Davenport-Hines' 'Auden': his life, work and motifs

February 25, 1996|By Alan Wilde | Alan Wilde,SPECIAL TO THE SUN

"Auden," by Richard Davenport-Hines. Pantheon Books. 406 pages. $30

According to his most recent biographer, Auden "was a double man, and his poetry worked to restore the order and rhythm that the ordinary world marred from malice." The same, of course, might be said about any number of 20th-century writers, but given the psychological and existential messiness of Auden's life, Richard Davenport-Hines' description seems particularly apt. To what degree Auden achieved in his poetry the "all-arching reconciliation" he hungered for remains a question for literary critics. Mr. Davenport-Hines, whose interests are only rarely aesthetic, scours the poetry for the thematic threads that make up the tapestry of his subject's life; and since, as he notes, "his weaker poems are often those with the most distinct biographical content," readers can expect to be exposed to a good deal that is second-rate in Auden's impressive but uneven body of work.
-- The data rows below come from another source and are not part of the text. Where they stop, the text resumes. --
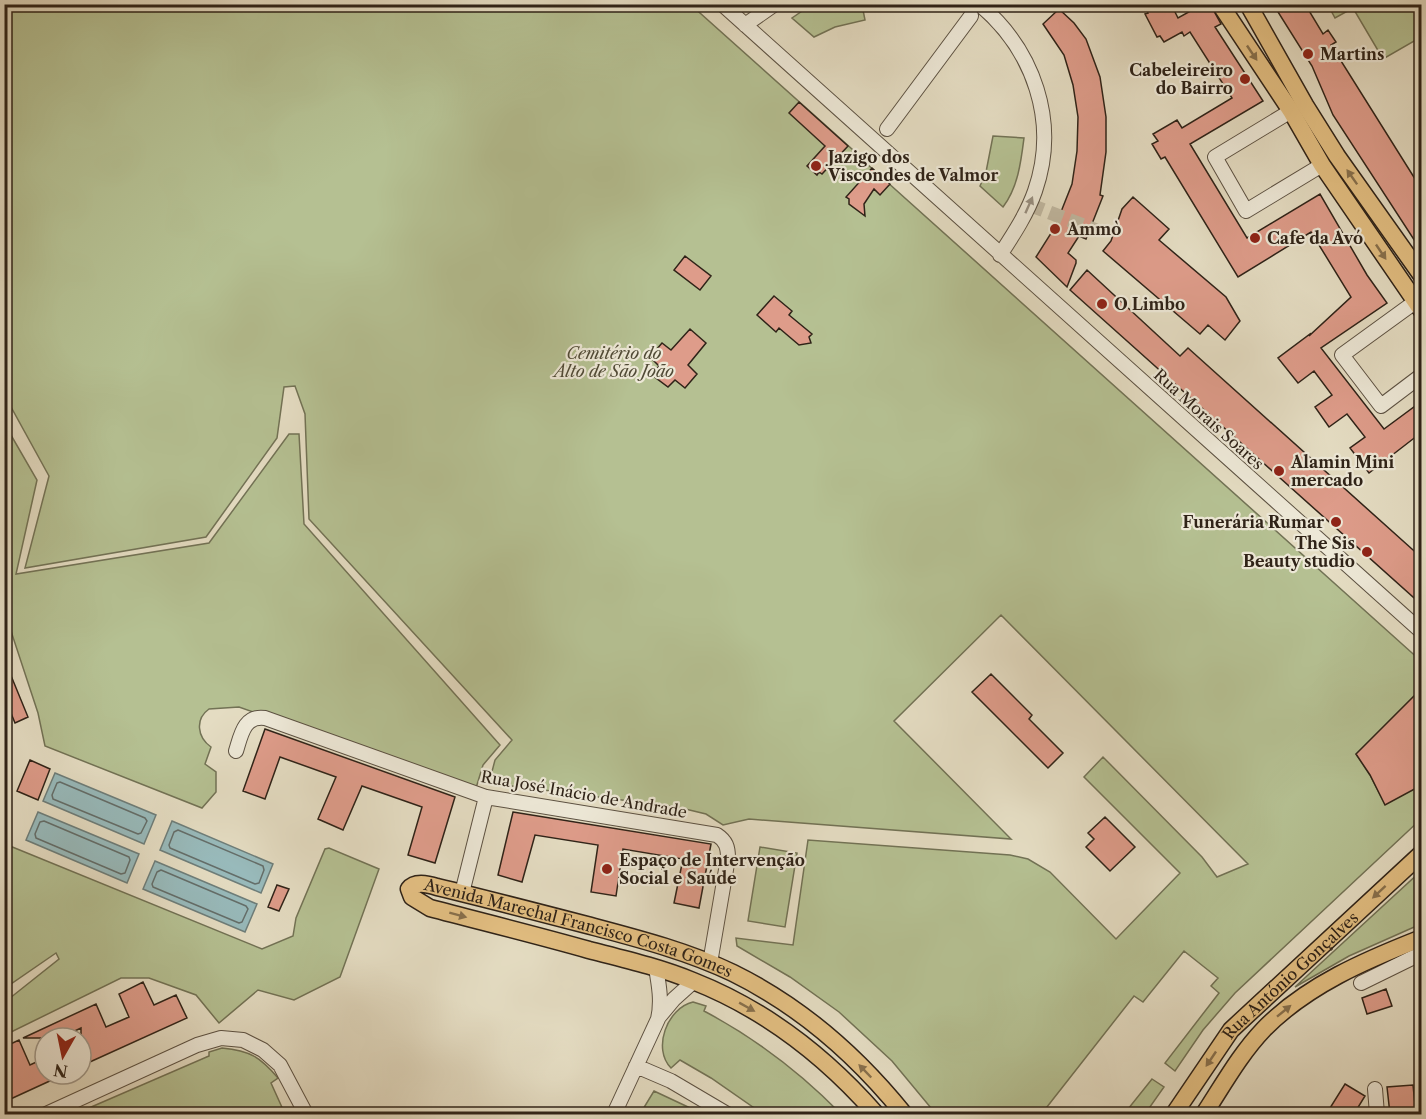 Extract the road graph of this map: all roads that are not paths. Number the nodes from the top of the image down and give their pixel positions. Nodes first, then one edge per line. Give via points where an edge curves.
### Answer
1 (722, 4) edge
2 (775, 4) edge
3 (1220, 4) edge
4 (1248, 4) edge
5 (975, 10) edge
6 (746, 26) junction
7 (1298, 108) junction
8 (886, 129) dead end
9 (1337, 156) junction
10 (1322, 165) junction
11 (1000, 255) junction
12 (1422, 276) edge
13 (1419, 303) edge
14 (1422, 375) edge
15 (1422, 632) edge
16 (236, 751) dead end
17 (486, 796) junction
18 (1422, 853) edge
19 (462, 893) junction
20 (1422, 938) edge
21 (1422, 955) edge
22 (710, 963) junction
23 (656, 968) junction
24 (694, 981) junction
25 (1361, 982) dead end
26 (658, 1019) junction
27 (636, 1066) junction
28 (1375, 1089) dead end
29 (46, 1114) edge
30 (306, 1114) edge
31 (614, 1114) edge
32 (727, 1114) edge
33 (876, 1114) edge
34 (904, 1114) edge
35 (1174, 1114) edge
36 (1204, 1114) edge
37 (1377, 1114) edge

1 - 6 street, Rua Morais Soares
2 - 6 street
3 -> 7 main road
4 - 7 main road
5 - 8 street
11 -> 5 street via 1035,191 1042,163 1044,119 1023,54 1005,29
6 - 11 street, Rua Morais Soares
7 - 9 main road
7 - 10 main road
7 - 10 street via 1215,157 1246,211
9 - 10 main road
12 -> 9 main road
10 -> 13 main road
11 - 15 street, Rua Morais Soares
13 - 14 street via 1342,355 1381,406
16 - 17 street, Rua José Inácio de Andrade via 249,721 265,718
17 - 19 street
17 - 22 street, Rua José Inácio de Andrade via 709,833 725,840 728,858
18 -> 35 main road, Rua António Gonçalves via 1231,1030
19 - 22 main road, Avenida Marechal Francisco Costa Gomes via 635,938
19 -> 23 main road, Avenida Marechal Francisco Costa Gomes via 422,884 409,889 412,897 430,908
36 -> 20 main road, Rua António Gonçalves via 1243,1053 1287,1008 1332,979
21 - 25 street
34 -> 22 main road, Avenida Marechal Francisco Costa Gomes via 852,1057 818,1028 759,988
23 - 24 main road, Avenida Marechal Francisco Costa Gomes
23 - 26 street via 660,992
24 - 26 street
24 -> 33 main road, Avenida Marechal Francisco Costa Gomes via 748,1008 795,1039
26 - 27 street
27 - 31 street
27 - 32 street
28 - 37 street
29 - 30 street via 197,1044 221,1038 243,1040 280,1065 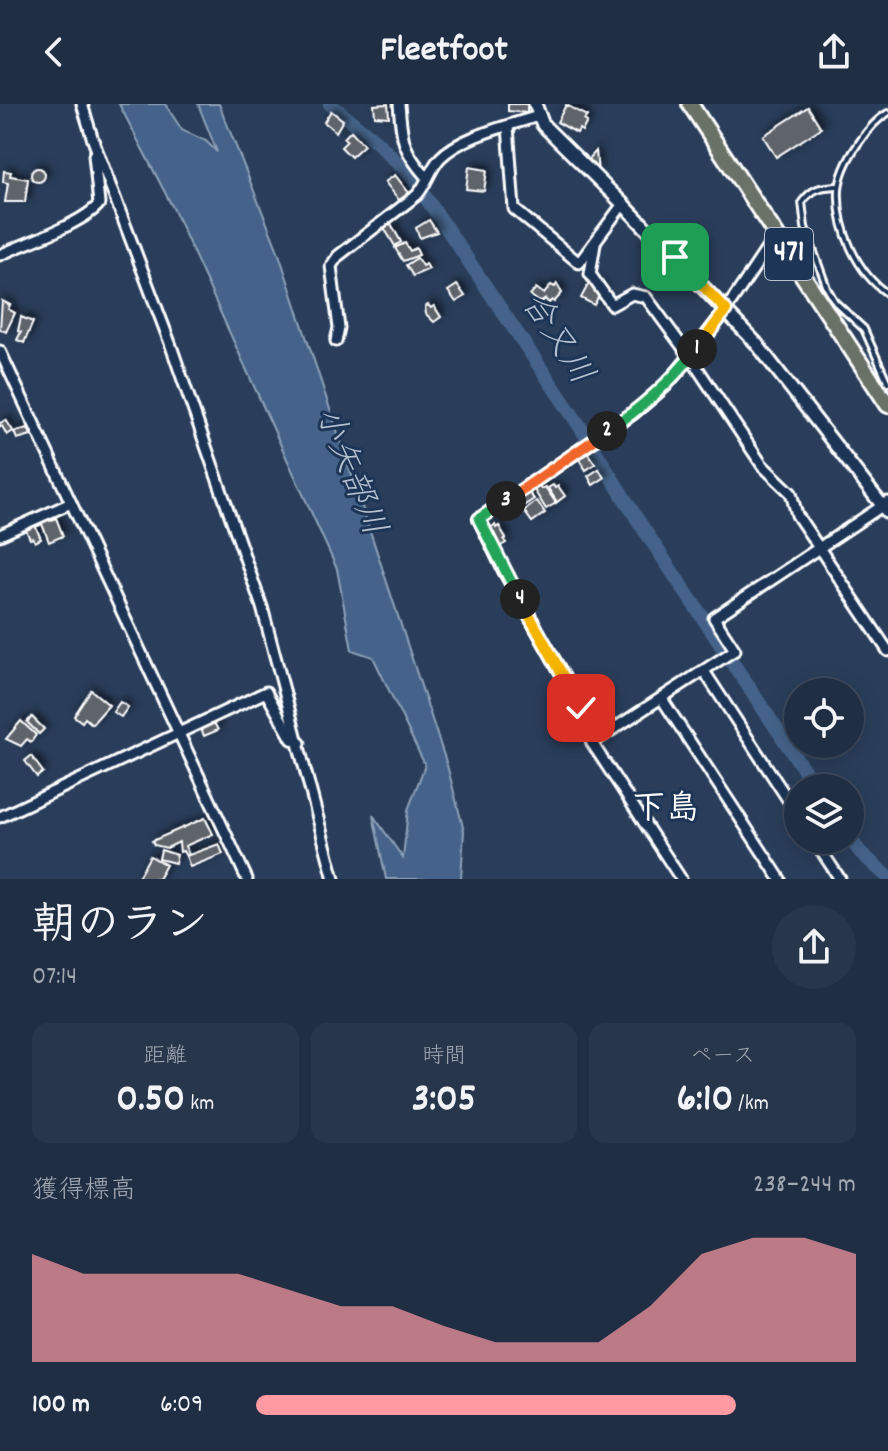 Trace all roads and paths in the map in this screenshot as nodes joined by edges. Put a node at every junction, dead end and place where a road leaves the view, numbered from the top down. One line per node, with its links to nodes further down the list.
1 (82, 104): 7 (street)
2 (399, 104): 8 (street)
3 (690, 104): 11 (highway, 471)
4 (537, 110): 6 (street); 10 (street)
5 (888, 113): 9 (lane)
6 (508, 126): 8 (street); 12 (street)
7 (93, 140): 13 (street); 29 (street)
8 (426, 182): 16 (street)
9 (839, 186): 14 (lane); 19 (lane)
10 (623, 204): 12 (street); 15 (street)
11 (776, 235): 15 (street); 20 (highway, 471)
12 (595, 244): 18 (street)
13 (0, 255)
14 (888, 294)
15 (726, 310): 18 (street); 22 (street)
16 (336, 341)
17 (0, 351): 21 (street)
18 (690, 357): 24 (street); 30 (street)
19 (888, 383)
20 (888, 405)
21 (71, 503): 23 (street); 28 (street)
22 (886, 507): 24 (street)
23 (0, 535)
24 (820, 549): 25 (street); 26 (street)
25 (888, 651)
26 (704, 671): 27 (street); 31 (street)
27 (662, 699): 30 (street); 37 (street)
28 (180, 732): 29 (street); 32 (street); 34 (street)
29 (300, 743): 35 (street)
30 (592, 743): 36 (street)
31 (784, 794)
32 (0, 817)
33 (823, 854): 38 (street)
34 (247, 879)
35 (334, 879)
36 (681, 879)
37 (780, 879)
38 (840, 879)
Still, thematic analysis has its place not only in the rendering of a life but in an understanding of the writer's work, and Mr. Davenport-Hines is nothing if not scrupulous in elaborating the motifs of Auden's life: his masochism and inferiority complex, his diffidence and introversion; his concern with identity, both personal and poetic; his ruminations on love, sex, homosexuality, and, always, with order; his celebration of community and, after his emigration to America, of religion.

It is a richly detailed portrait; perhaps too detailed. Inevitably, it raises the question of audience, of what readers precisely "Auden" has in its sights.

Those who come to the biography by way of the poetry are likely to feel somewhat shortchanged by the absence of aesthetic exploration. More casual readers of "lives," on the other hand, whether in search of the exemplary or the scandalous, will probably feel they have been caught in a blizzard of names or marooned on an all-too-fertile island of literary history.

Presumably, anyone who picks up a volume on Auden can be expected to take in stride the names of major writers, but thanks to Mr. Davenport-Hines' overly generous attention to sources and influences, the book is awash with names familiar, and probably of interest, only to specialists.

Or to put the problem another way, in the classic battle that all biographers face between fact and design, Mr. Davenport-Hines comes down heavily on the side of fact, and the pattern that readers expect to find in a biography is frequently obscured by the steady drizzle of detail.

Though articulate and fluent, the book is dense, certainly too dense for its length. In the final analysis we learn more than we want or need to know.

Nevertheless, there is much to admire in "Auden": Mr. Davenport-Hines' remarkable evenhandedness as he marshals his chorus of witnesses to Auden's life and work; his account of Auden's relationship with his erratic companion, Chester Kallman; and, especially, his imaginatively sympathetic treatment of his subject's sad decline, as Auden, victim of a lifetime of benzedrine and booze, suffering from loneliness while Kallman roves Italy in search of boys, returns to Oxford only to find it worse than New York. For glimpses of Auden's much-cherished order, one needs to look elsewhere. As usual, the poetry takes precedence over the life.

Alan Wilde's five published books include "Horizons of Assent: Modernism, Post Modernism and the Ironic Imagination" and " Middle Grounds: Studies in Contemporary American Fiction." Until 1994, he taught English at Temple University and, befor that, at Williams.